• **WORK TO BE COMPLETED**
Determine how many lines in the records below contain "where", then state that number alone.

• **THE DATA**
########

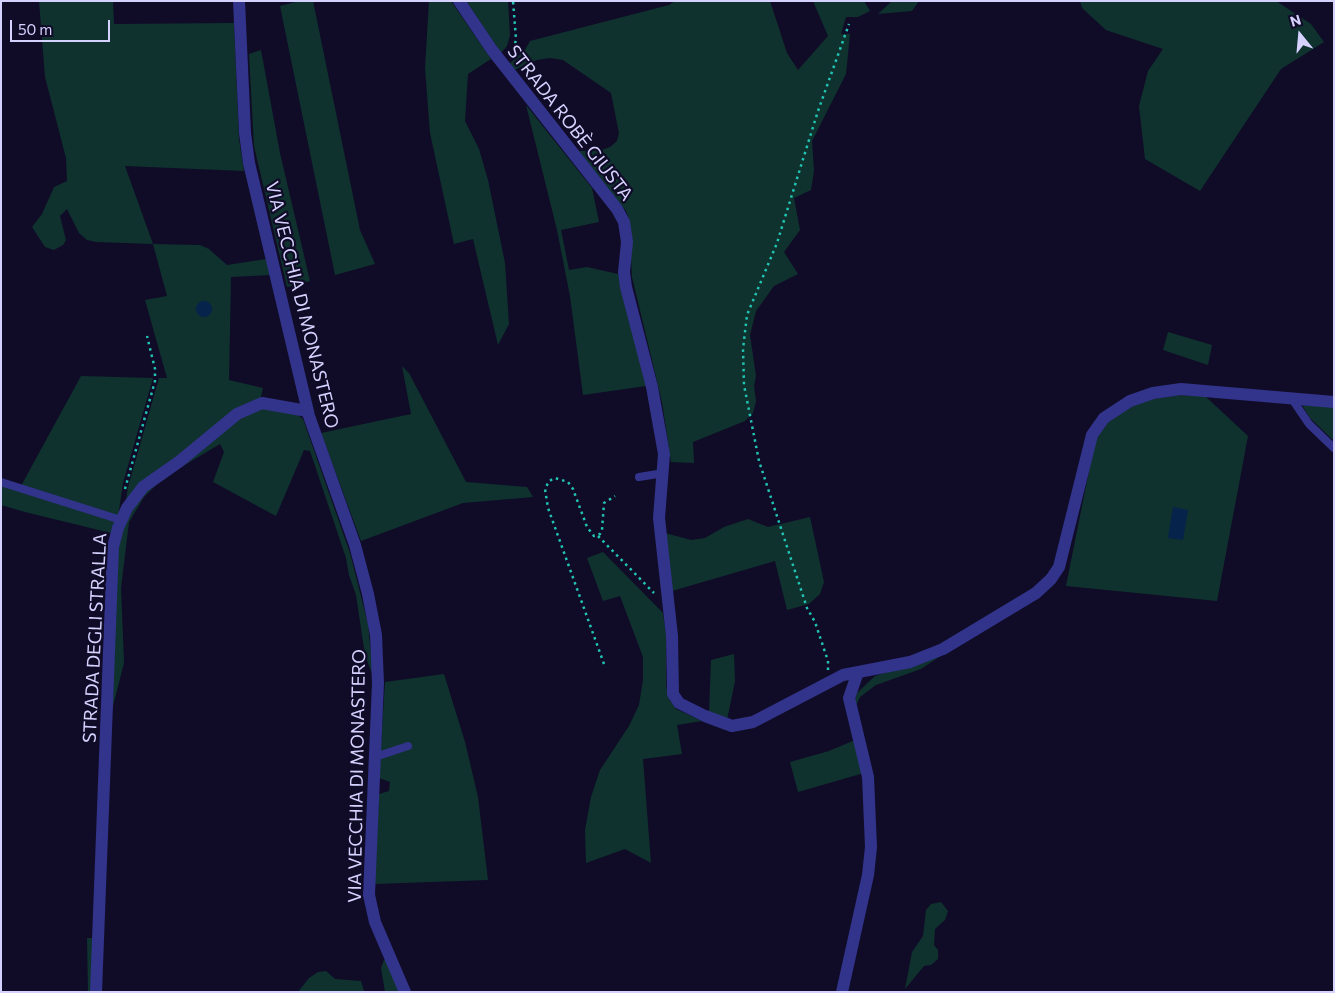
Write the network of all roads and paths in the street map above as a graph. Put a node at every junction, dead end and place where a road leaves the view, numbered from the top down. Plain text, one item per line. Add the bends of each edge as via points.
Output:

########

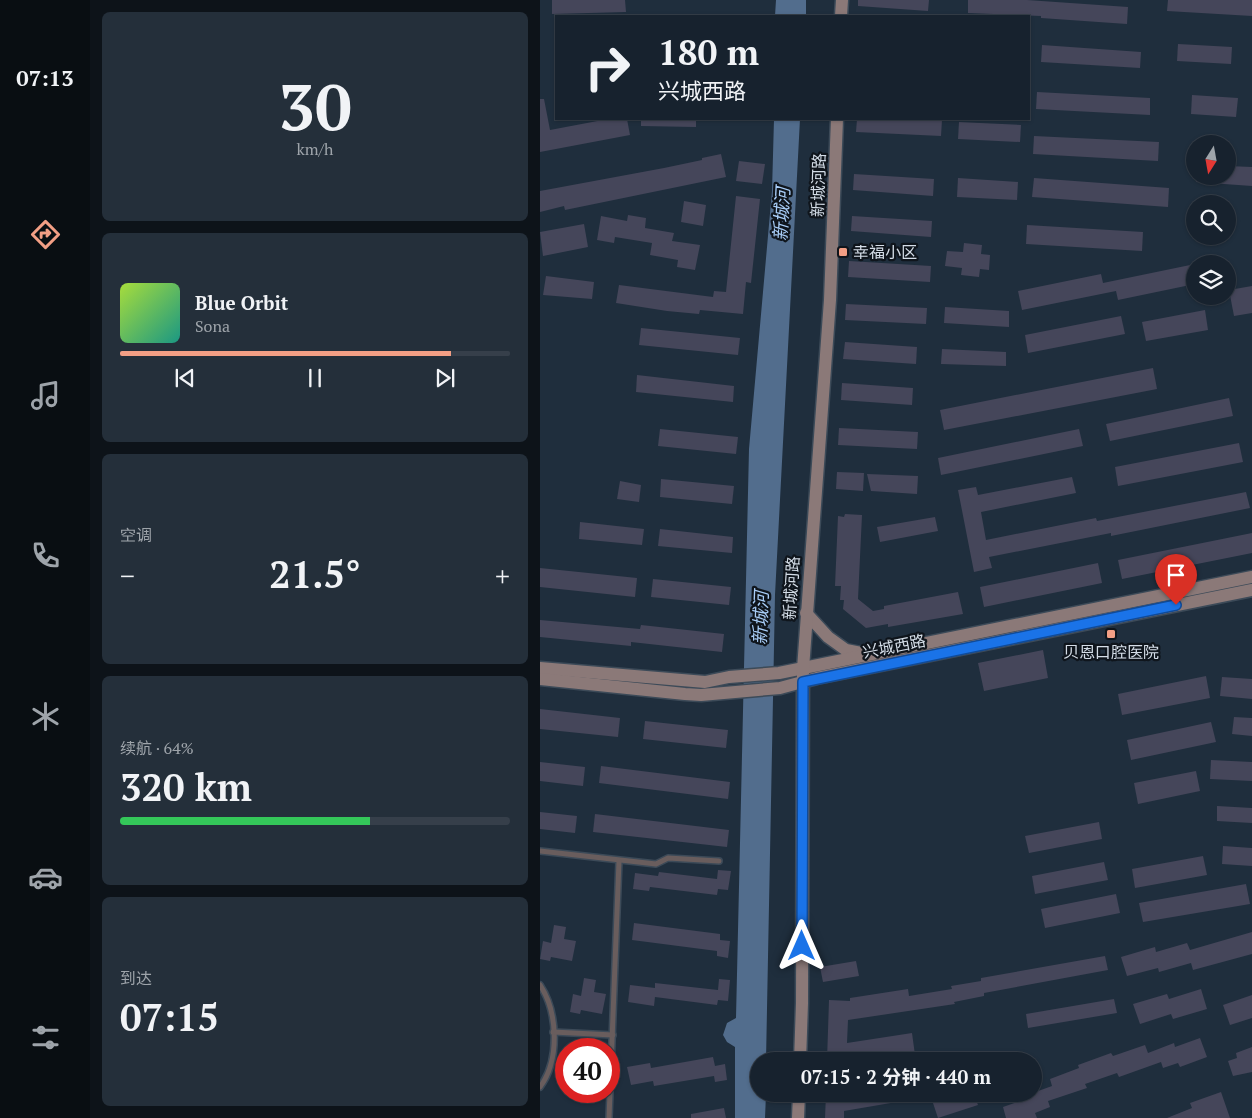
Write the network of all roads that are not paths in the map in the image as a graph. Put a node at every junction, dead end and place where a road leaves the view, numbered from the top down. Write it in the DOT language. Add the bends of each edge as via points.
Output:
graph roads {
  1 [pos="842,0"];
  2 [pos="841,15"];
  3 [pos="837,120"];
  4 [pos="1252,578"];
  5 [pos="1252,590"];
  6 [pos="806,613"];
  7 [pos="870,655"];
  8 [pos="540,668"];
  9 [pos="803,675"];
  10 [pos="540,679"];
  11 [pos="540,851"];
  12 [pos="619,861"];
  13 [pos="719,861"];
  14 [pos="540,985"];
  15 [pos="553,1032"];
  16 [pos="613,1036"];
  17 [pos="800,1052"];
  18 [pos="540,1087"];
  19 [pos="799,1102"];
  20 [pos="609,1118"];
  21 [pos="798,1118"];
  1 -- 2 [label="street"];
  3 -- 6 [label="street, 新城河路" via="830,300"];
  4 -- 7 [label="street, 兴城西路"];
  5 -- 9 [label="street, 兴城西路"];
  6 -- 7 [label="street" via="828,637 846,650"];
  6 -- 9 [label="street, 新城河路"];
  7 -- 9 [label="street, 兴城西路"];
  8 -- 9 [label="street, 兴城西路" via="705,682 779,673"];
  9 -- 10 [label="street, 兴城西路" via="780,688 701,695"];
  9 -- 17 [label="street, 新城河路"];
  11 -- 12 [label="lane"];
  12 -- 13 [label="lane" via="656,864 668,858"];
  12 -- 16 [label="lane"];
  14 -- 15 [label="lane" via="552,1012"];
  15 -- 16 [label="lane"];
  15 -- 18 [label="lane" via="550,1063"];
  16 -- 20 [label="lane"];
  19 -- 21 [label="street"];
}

########

• **FINISHED TASK**
2